Data section.
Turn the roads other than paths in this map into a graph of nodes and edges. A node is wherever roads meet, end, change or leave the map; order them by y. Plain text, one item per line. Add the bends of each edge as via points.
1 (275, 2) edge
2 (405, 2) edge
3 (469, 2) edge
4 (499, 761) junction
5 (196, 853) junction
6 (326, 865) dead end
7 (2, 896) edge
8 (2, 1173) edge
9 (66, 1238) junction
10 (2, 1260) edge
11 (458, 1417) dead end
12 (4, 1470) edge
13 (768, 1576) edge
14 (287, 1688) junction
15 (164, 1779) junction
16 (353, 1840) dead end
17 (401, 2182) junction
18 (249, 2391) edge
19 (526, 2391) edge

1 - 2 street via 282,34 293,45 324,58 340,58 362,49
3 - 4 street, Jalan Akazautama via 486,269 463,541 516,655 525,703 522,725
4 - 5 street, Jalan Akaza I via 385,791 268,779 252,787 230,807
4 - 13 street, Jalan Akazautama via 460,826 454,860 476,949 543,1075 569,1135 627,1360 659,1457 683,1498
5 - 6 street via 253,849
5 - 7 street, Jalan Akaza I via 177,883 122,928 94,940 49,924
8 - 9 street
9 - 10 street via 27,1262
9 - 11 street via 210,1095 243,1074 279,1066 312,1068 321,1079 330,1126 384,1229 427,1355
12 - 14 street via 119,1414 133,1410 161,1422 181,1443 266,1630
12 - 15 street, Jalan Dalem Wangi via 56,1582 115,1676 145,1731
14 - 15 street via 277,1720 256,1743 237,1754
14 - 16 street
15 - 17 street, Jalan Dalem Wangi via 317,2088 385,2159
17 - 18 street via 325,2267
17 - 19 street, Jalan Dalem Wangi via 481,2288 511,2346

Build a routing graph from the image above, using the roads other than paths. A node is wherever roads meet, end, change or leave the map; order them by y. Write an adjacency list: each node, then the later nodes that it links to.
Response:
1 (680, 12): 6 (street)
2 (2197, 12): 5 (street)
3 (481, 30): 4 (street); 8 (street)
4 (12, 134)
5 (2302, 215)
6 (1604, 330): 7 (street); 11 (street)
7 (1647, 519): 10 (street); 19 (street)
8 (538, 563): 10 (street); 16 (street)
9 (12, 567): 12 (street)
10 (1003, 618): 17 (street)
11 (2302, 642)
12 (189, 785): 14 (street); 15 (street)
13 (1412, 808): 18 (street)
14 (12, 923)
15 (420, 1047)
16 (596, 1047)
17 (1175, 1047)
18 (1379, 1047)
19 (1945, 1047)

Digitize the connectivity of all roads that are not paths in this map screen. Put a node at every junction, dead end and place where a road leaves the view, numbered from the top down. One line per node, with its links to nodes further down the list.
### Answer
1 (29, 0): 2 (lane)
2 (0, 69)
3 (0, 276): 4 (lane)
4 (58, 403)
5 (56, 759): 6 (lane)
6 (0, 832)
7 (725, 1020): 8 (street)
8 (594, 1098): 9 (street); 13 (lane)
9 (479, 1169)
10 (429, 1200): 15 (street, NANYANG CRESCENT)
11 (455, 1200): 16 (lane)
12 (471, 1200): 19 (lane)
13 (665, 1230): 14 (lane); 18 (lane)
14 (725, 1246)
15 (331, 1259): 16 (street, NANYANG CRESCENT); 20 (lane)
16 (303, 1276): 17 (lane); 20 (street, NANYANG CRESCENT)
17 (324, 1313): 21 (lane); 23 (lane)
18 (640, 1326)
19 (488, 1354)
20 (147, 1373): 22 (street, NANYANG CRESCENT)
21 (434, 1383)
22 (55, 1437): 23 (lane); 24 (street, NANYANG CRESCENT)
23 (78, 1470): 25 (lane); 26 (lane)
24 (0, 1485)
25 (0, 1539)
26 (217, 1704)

Problem to solve. Would you reproduce the entire listing, keeping every line as it is?

Your solution.
Turn the roads other than paths in this map into a graph of nodes and edges. A node is wherever roads meet, end, change or leave the map; order them by y. Plain text, one item per line. Add the bends of each edge as via points.
1 (275, 2) edge
2 (405, 2) edge
3 (469, 2) edge
4 (499, 761) junction
5 (196, 853) junction
6 (326, 865) dead end
7 (2, 896) edge
8 (2, 1173) edge
9 (66, 1238) junction
10 (2, 1260) edge
11 (458, 1417) dead end
12 (4, 1470) edge
13 (768, 1576) edge
14 (287, 1688) junction
15 (164, 1779) junction
16 (353, 1840) dead end
17 (401, 2182) junction
18 (249, 2391) edge
19 (526, 2391) edge

1 - 2 street via 282,34 293,45 324,58 340,58 362,49
3 - 4 street, Jalan Akazautama via 486,269 463,541 516,655 525,703 522,725
4 - 5 street, Jalan Akaza I via 385,791 268,779 252,787 230,807
4 - 13 street, Jalan Akazautama via 460,826 454,860 476,949 543,1075 569,1135 627,1360 659,1457 683,1498
5 - 6 street via 253,849
5 - 7 street, Jalan Akaza I via 177,883 122,928 94,940 49,924
8 - 9 street
9 - 10 street via 27,1262
9 - 11 street via 210,1095 243,1074 279,1066 312,1068 321,1079 330,1126 384,1229 427,1355
12 - 14 street via 119,1414 133,1410 161,1422 181,1443 266,1630
12 - 15 street, Jalan Dalem Wangi via 56,1582 115,1676 145,1731
14 - 15 street via 277,1720 256,1743 237,1754
14 - 16 street
15 - 17 street, Jalan Dalem Wangi via 317,2088 385,2159
17 - 18 street via 325,2267
17 - 19 street, Jalan Dalem Wangi via 481,2288 511,2346

Build a routing graph from the image above, using the roads other than paths. A node is wherever roads meet, end, change or leave the map; order them by y. Write an adjacency list: each node, then the later nodes that it links to.
Response:
1 (680, 12): 6 (street)
2 (2197, 12): 5 (street)
3 (481, 30): 4 (street); 8 (street)
4 (12, 134)
5 (2302, 215)
6 (1604, 330): 7 (street); 11 (street)
7 (1647, 519): 10 (street); 19 (street)
8 (538, 563): 10 (street); 16 (street)
9 (12, 567): 12 (street)
10 (1003, 618): 17 (street)
11 (2302, 642)
12 (189, 785): 14 (street); 15 (street)
13 (1412, 808): 18 (street)
14 (12, 923)
15 (420, 1047)
16 (596, 1047)
17 (1175, 1047)
18 (1379, 1047)
19 (1945, 1047)

Digitize the connectivity of all roads that are not paths in this map screen. Put a node at every junction, dead end and place where a road leaves the view, numbered from the top down. One line per node, with its links to nodes further down the list.
### Answer
1 (29, 0): 2 (lane)
2 (0, 69)
3 (0, 276): 4 (lane)
4 (58, 403)
5 (56, 759): 6 (lane)
6 (0, 832)
7 (725, 1020): 8 (street)
8 (594, 1098): 9 (street); 13 (lane)
9 (479, 1169)
10 (429, 1200): 15 (street, NANYANG CRESCENT)
11 (455, 1200): 16 (lane)
12 (471, 1200): 19 (lane)
13 (665, 1230): 14 (lane); 18 (lane)
14 (725, 1246)
15 (331, 1259): 16 (street, NANYANG CRESCENT); 20 (lane)
16 (303, 1276): 17 (lane); 20 (street, NANYANG CRESCENT)
17 (324, 1313): 21 (lane); 23 (lane)
18 (640, 1326)
19 (488, 1354)
20 (147, 1373): 22 (street, NANYANG CRESCENT)
21 (434, 1383)
22 (55, 1437): 23 (lane); 24 (street, NANYANG CRESCENT)
23 (78, 1470): 25 (lane); 26 (lane)
24 (0, 1485)
25 (0, 1539)
26 (217, 1704)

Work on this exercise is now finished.